ASTONISH, as-ton'ish, _v.t._ to impress with sudden surprise or wonder: to amaze: (_Shak._) to stun--older form ASTON'Y, whence the _p.adj._ ASTON'IED, dazed, bewildered, greatly astonished.--ASTON', ASTUN', ASTONED', ASTUNNED', are obsolete.--_p.adj._ ASTON'ISHED, amazed: (_obs._) stunned.--_adj._ ASTON'ISHING, very wonderful, amazing.--_adv._ ASTON'ISHINGLY.--_n._ ASTON'ISHMENT, amazement: wonder: a cause for astonishment. [From the earlier form, _Astone_; O. Fr. _estoner_; L.
_atton[=a]re_, to strike with a thunderbolt.]
ASTOUND, as-townd', _v.t._ to amaze, to strike dumb with astonishment:--_pa.p._ astound'ed; _pr.p._ astound'ing.--_pa.p._ ASTOUND'
(_arch._).--_p.adj._ ASTOUND'ING. [ASTOUND (adj.) is developed from ASTONED, hence the verb is a doublet of ASTONISH.]

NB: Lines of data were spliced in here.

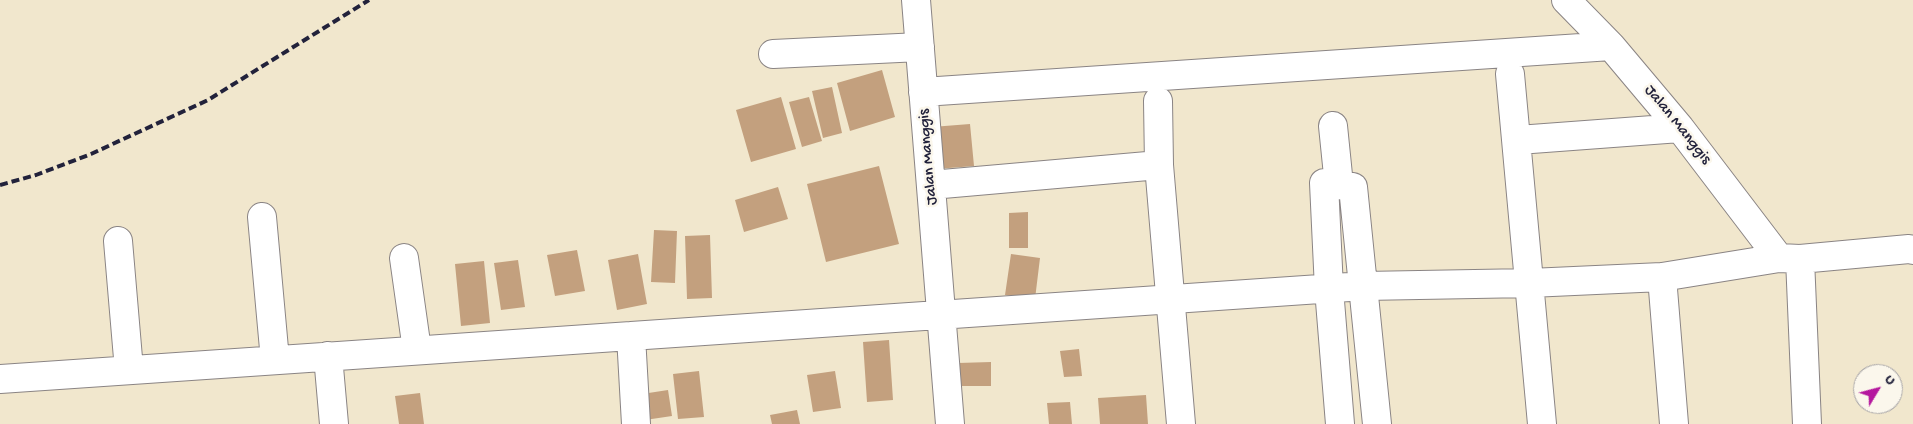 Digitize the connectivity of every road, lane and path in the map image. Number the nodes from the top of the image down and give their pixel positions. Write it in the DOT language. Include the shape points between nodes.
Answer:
graph roads {
  1 [pos="916,0"];
  2 [pos="1566,0"];
  3 [pos="1611,46"];
  4 [pos="920,47"];
  5 [pos="773,54"];
  6 [pos="1510,74"];
  7 [pos="923,92"];
  8 [pos="1158,101"];
  9 [pos="1332,126"];
  10 [pos="1680,128"];
  11 [pos="1518,140"];
  12 [pos="1159,165"];
  13 [pos="931,185"];
  14 [pos="1339,185"];
  15 [pos="262,217"];
  16 [pos="118,240"];
  17 [pos="1913,250"];
  18 [pos="404,258"];
  19 [pos="1790,258"];
  20 [pos="1662,277"];
  21 [pos="1530,284"];
  22 [pos="1364,286"];
  23 [pos="1329,288"];
  24 [pos="1170,299"];
  25 [pos="942,315"];
  26 [pos="630,336"];
  27 [pos="417,350"];
  28 [pos="328,356"];
  29 [pos="274,360"];
  30 [pos="130,370"];
  31 [pos="0,379"];
  32 [pos="334,424"];
  33 [pos="636,424"];
  34 [pos="950,424"];
  35 [pos="1181,424"];
  36 [pos="1340,424"];
  37 [pos="1377,424"];
  38 [pos="1542,424"];
  39 [pos="1674,424"];
  40 [pos="1807,424"];
  1 -- 4 [label="street, Jalan Manggis"];
  2 -- 3 [label="street, Jalan Manggis"];
  3 -- 7 [label="street"];
  3 -- 10 [label="street, Jalan Manggis"];
  4 -- 5 [label="street"];
  4 -- 7 [label="street, Jalan Manggis"];
  6 -- 11 [label="street"];
  7 -- 13 [label="street, Jalan Manggis"];
  8 -- 12 [label="street"];
  9 -- 14 [label="street"];
  10 -- 11 [label="street"];
  10 -- 19 [label="street, Jalan Manggis"];
  11 -- 21 [label="street"];
  12 -- 13 [label="street"];
  12 -- 24 [label="street"];
  13 -- 25 [label="street, Jalan Manggis"];
  14 -- 22 [label="street"];
  14 -- 23 [label="street"];
  15 -- 29 [label="street"];
  16 -- 30 [label="street"];
  17 -- 19 [label="street"];
  18 -- 27 [label="street"];
  19 -- 20 [label="street"];
  19 -- 40 [label="street"];
  20 -- 21 [label="street"];
  20 -- 39 [label="street"];
  21 -- 22 [label="street"];
  21 -- 38 [label="street"];
  22 -- 23 [label="street"];
  22 -- 37 [label="street"];
  23 -- 24 [label="street"];
  23 -- 36 [label="street"];
  24 -- 25 [label="street"];
  24 -- 35 [label="street"];
  25 -- 26 [label="street"];
  25 -- 34 [label="street, Jalan Manggis"];
  26 -- 27 [label="street"];
  26 -- 33 [label="street"];
  27 -- 28 [label="street"];
  28 -- 29 [label="street"];
  28 -- 32 [label="street"];
  29 -- 30 [label="street"];
  30 -- 31 [label="street"];
}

ASTRADDLE, a-strad'dl, _adv._ sitting astride. [Prep. _a_, on, and STRADDLE.]
ASTRAGAL, as'tra-gal, _n._ (_archit._) a small semicircular moulding or bead encircling a column: a round moulding near the mouth of a cannon: the bars which hold the panes of a window. [Gr. _astragalos_, one of the vertebrae, a moulding.]
ASTRAGALUS, as-trag'al-us, _n._ a bone of the foot, forming with the leg-bones the hinge of the ankle-joint, by a convex upper surface and smooth sides. [Gr.]
ASTRAKHAN, as'tra-kan, _n._ name given to lamb-skins with a curled wool obtained from _Astrakhan_ on the Caspian Sea: a rough fabric made in imitation of it.
ASTRAL, as'tral, _adj._ belonging to the stars: starry: in the science of Theosophy, descriptive of a supersensible substance supposed to pervade all space and enter into all bodies.--ASTRAL BODY, a living form composed of astral fluid, a ghost or wraith; ASTRAL SPIRITS, pervading spirits supposed to animate the heavenly bodies, forming, as it were, their souls--among the most potent of demoniacal spirits in medieval demonology. [L. _astralis_, _astrum_, a star.]
ASTRAND, a-strand', _adv._ stranded. [Prep. _a_, on, and STRAND.]
ASTRAY, a-str[=a]', _adv._ out of the right way. [Prep. _a_, on, and STRAY.]
ASTRICTION, as-trik'shun, _n._ a binding or contraction: restriction.--_v.t._ ASTRICT', to bind, restrict. [L. _astriction-em_, _astring[)e]re_. See ASTRINGENT.]
ASTRIDE, a-str[=i]d', _adv._ with the legs apart, or across. [Prep. _a_, on, and STRIDE.]
ASTRINGENT, as-trin'jent, _adj._ binding: contracting: strengthening.--_n._ a medicine that causes costiveness.--_v.t._ ASTRINGE', to bind together: to draw tight: hence to render constipated.--_n._ ASTRIN'GENCY.--_adv._ ASTRIN'GENTLY. [L. _astringent-em_, _astring[)e]re_--_ad_, to, _string[)e]re_, to bind.]